Whether or not the pope intended to break ground, there was a time when the Catholic Church taught that sexual orientation was not something people choose.

The first edition of the Catechism of the Catholic Church, the dense summary of Catholic teaching published by St. John Paul II in 1992, said gay individuals “do not choose their homosexual condition; for most of them it is a trial.”

The updated edition, which is the only edition available online and on the Vatican website, removed the reference. The revised edition says: “This inclination, which is objectively disordered, constitutes for most of them a trial.”

Francis DeBernardo, executive director of New Ways Ministry, which advocates for equality for LGBT Catholics, said the pope’s comments were “tremendous” and would do a lot of good.

“It would do a lot better if he would make these statements publicly, because LGBT people need to hear that message from religious leaders, from Catholic leaders,” he said.

The Rev.
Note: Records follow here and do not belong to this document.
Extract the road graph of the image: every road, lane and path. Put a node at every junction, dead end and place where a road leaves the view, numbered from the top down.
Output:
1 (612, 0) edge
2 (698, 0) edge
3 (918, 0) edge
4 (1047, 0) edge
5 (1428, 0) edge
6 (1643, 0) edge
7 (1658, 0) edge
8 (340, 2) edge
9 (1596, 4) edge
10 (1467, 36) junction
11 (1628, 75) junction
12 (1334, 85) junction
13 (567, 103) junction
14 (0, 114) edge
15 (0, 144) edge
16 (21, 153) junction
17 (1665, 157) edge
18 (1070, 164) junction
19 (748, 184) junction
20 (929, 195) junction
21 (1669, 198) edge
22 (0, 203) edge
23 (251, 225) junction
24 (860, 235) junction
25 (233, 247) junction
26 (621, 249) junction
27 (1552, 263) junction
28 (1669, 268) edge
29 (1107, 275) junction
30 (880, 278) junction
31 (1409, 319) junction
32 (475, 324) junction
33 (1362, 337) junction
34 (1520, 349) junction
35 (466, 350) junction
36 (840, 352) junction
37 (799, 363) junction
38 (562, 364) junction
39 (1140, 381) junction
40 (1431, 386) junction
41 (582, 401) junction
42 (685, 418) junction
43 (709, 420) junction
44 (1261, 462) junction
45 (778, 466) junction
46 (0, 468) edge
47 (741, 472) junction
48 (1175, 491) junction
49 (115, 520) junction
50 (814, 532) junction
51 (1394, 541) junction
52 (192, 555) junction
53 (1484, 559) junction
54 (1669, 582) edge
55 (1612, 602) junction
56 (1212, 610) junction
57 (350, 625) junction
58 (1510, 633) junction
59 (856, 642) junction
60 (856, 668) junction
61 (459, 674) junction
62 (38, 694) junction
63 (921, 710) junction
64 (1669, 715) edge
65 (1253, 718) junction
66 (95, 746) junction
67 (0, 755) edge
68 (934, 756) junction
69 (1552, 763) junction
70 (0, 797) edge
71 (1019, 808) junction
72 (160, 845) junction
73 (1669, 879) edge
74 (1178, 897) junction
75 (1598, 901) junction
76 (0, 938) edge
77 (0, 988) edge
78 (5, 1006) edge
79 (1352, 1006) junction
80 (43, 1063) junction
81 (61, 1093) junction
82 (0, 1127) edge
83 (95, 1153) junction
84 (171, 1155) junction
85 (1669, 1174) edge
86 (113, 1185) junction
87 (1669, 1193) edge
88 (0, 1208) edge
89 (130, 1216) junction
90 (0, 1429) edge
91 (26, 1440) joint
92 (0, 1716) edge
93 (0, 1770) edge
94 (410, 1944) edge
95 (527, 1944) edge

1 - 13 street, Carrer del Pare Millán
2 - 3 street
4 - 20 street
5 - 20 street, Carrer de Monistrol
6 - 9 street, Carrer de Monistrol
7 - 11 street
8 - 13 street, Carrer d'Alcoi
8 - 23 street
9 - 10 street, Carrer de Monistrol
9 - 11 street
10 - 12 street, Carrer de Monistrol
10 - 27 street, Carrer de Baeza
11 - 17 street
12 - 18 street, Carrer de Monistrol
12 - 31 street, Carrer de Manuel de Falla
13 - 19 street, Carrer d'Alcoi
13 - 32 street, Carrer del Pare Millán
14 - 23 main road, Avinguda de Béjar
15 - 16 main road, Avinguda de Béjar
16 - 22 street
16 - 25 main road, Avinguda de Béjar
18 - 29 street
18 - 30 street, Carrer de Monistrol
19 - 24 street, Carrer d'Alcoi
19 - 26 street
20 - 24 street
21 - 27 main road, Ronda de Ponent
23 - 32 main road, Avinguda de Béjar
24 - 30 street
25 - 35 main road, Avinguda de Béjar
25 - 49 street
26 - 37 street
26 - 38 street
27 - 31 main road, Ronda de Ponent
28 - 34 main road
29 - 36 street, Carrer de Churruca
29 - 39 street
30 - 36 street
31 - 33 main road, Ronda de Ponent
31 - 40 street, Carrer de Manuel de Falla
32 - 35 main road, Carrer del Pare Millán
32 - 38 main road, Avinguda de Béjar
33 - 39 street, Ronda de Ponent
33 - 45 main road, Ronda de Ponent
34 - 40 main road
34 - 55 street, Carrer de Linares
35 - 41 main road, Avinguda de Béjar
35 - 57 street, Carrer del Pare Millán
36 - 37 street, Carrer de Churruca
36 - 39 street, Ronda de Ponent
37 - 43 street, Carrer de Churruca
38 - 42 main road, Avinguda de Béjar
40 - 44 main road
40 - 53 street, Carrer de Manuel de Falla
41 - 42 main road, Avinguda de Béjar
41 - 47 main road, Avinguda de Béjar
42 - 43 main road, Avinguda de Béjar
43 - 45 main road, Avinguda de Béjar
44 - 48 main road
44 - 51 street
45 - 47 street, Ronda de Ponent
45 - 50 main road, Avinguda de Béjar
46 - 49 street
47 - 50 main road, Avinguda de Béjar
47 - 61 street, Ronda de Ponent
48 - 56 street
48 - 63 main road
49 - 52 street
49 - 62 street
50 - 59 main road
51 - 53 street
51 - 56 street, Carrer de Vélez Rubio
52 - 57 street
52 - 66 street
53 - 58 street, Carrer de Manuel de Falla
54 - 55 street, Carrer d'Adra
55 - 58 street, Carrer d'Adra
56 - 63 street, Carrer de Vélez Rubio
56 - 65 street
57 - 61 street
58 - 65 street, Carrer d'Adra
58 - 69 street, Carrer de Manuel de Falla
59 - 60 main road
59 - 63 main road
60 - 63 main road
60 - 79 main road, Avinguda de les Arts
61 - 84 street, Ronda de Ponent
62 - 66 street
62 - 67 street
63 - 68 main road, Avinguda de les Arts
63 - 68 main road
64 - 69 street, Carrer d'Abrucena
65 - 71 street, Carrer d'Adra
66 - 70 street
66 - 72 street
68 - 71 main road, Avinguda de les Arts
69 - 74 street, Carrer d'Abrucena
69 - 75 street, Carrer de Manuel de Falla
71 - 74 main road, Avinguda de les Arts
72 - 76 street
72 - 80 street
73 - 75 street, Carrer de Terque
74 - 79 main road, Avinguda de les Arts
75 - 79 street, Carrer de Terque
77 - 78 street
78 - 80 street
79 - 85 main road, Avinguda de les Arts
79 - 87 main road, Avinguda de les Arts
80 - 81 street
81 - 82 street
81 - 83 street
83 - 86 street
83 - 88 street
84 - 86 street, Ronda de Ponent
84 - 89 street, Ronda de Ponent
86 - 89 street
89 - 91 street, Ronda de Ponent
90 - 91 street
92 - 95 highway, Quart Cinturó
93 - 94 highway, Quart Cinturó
James Martin, a Jesuit whose book “Building a Bridge” called for the church to find new pastoral ways of ministering to gays, noted that the pope’s comments were in a private conversation, not a public pronouncement or document. But Martin said they were nevertheless significant, particularly given the original version of the Catechism.

“The pope is saying what every reputable biologist and psychologist will tell you, which is that people do not choose their sexual orientation,” Martin said in a telephone interview.

A great failing of the church, he said, is that many Catholics have been reluctant to say so, which then “makes people feel guilty about something they have no control over.”

Martin’s book is being published this week in Italian, with a preface by the Francis-appointed bishop of Bologna, Monsignor Matteo Zuppi, a sign that the message of acceptance is being embraced even in traditionally conservative Italy.